ABOUT THIS TASK: Transcribe every record in full, keeping it exactly the same.

***** RECORDS SUPPLIED

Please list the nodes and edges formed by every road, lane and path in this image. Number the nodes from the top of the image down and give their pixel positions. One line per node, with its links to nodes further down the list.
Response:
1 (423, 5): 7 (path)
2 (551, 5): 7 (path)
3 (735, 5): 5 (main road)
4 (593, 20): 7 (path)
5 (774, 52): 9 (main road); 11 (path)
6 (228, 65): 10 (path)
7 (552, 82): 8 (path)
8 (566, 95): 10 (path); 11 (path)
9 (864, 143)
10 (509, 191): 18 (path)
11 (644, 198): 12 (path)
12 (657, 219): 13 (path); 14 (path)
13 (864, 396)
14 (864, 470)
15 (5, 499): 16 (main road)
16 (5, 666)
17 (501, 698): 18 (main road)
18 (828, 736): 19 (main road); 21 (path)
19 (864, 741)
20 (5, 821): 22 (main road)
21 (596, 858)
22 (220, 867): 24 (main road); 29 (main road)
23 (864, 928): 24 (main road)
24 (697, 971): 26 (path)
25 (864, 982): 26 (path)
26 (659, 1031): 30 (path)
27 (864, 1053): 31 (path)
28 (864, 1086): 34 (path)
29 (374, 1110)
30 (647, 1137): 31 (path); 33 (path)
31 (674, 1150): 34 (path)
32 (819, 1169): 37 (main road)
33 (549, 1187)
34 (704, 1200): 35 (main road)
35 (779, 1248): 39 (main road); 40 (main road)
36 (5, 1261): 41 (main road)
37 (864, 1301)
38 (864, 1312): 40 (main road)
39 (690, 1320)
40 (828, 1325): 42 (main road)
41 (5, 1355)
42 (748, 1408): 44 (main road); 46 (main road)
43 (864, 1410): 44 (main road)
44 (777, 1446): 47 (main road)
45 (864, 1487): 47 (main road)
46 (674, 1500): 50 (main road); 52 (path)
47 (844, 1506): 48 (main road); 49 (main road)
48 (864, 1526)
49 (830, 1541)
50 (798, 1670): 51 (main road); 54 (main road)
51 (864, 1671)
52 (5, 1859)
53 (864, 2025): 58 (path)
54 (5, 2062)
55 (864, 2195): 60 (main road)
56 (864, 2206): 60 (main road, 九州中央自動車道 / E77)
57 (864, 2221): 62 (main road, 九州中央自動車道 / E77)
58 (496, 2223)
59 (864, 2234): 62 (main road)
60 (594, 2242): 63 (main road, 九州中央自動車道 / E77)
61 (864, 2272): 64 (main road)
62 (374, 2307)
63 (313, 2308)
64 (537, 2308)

**********

SOLUTION FOR THIS TASK:
Please list the nodes and edges formed by every road, lane and path in this image. Number the nodes from the top of the image down and give their pixel positions. One line per node, with its links to nodes further down the list.
Response:
1 (423, 5): 7 (path)
2 (551, 5): 7 (path)
3 (735, 5): 5 (main road)
4 (593, 20): 7 (path)
5 (774, 52): 9 (main road); 11 (path)
6 (228, 65): 10 (path)
7 (552, 82): 8 (path)
8 (566, 95): 10 (path); 11 (path)
9 (864, 143)
10 (509, 191): 18 (path)
11 (644, 198): 12 (path)
12 (657, 219): 13 (path); 14 (path)
13 (864, 396)
14 (864, 470)
15 (5, 499): 16 (main road)
16 (5, 666)
17 (501, 698): 18 (main road)
18 (828, 736): 19 (main road); 21 (path)
19 (864, 741)
20 (5, 821): 22 (main road)
21 (596, 858)
22 (220, 867): 24 (main road); 29 (main road)
23 (864, 928): 24 (main road)
24 (697, 971): 26 (path)
25 (864, 982): 26 (path)
26 (659, 1031): 30 (path)
27 (864, 1053): 31 (path)
28 (864, 1086): 34 (path)
29 (374, 1110)
30 (647, 1137): 31 (path); 33 (path)
31 (674, 1150): 34 (path)
32 (819, 1169): 37 (main road)
33 (549, 1187)
34 (704, 1200): 35 (main road)
35 (779, 1248): 39 (main road); 40 (main road)
36 (5, 1261): 41 (main road)
37 (864, 1301)
38 (864, 1312): 40 (main road)
39 (690, 1320)
40 (828, 1325): 42 (main road)
41 (5, 1355)
42 (748, 1408): 44 (main road); 46 (main road)
43 (864, 1410): 44 (main road)
44 (777, 1446): 47 (main road)
45 (864, 1487): 47 (main road)
46 (674, 1500): 50 (main road); 52 (path)
47 (844, 1506): 48 (main road); 49 (main road)
48 (864, 1526)
49 (830, 1541)
50 (798, 1670): 51 (main road); 54 (main road)
51 (864, 1671)
52 (5, 1859)
53 (864, 2025): 58 (path)
54 (5, 2062)
55 (864, 2195): 60 (main road)
56 (864, 2206): 60 (main road, 九州中央自動車道 / E77)
57 (864, 2221): 62 (main road, 九州中央自動車道 / E77)
58 (496, 2223)
59 (864, 2234): 62 (main road)
60 (594, 2242): 63 (main road, 九州中央自動車道 / E77)
61 (864, 2272): 64 (main road)
62 (374, 2307)
63 (313, 2308)
64 (537, 2308)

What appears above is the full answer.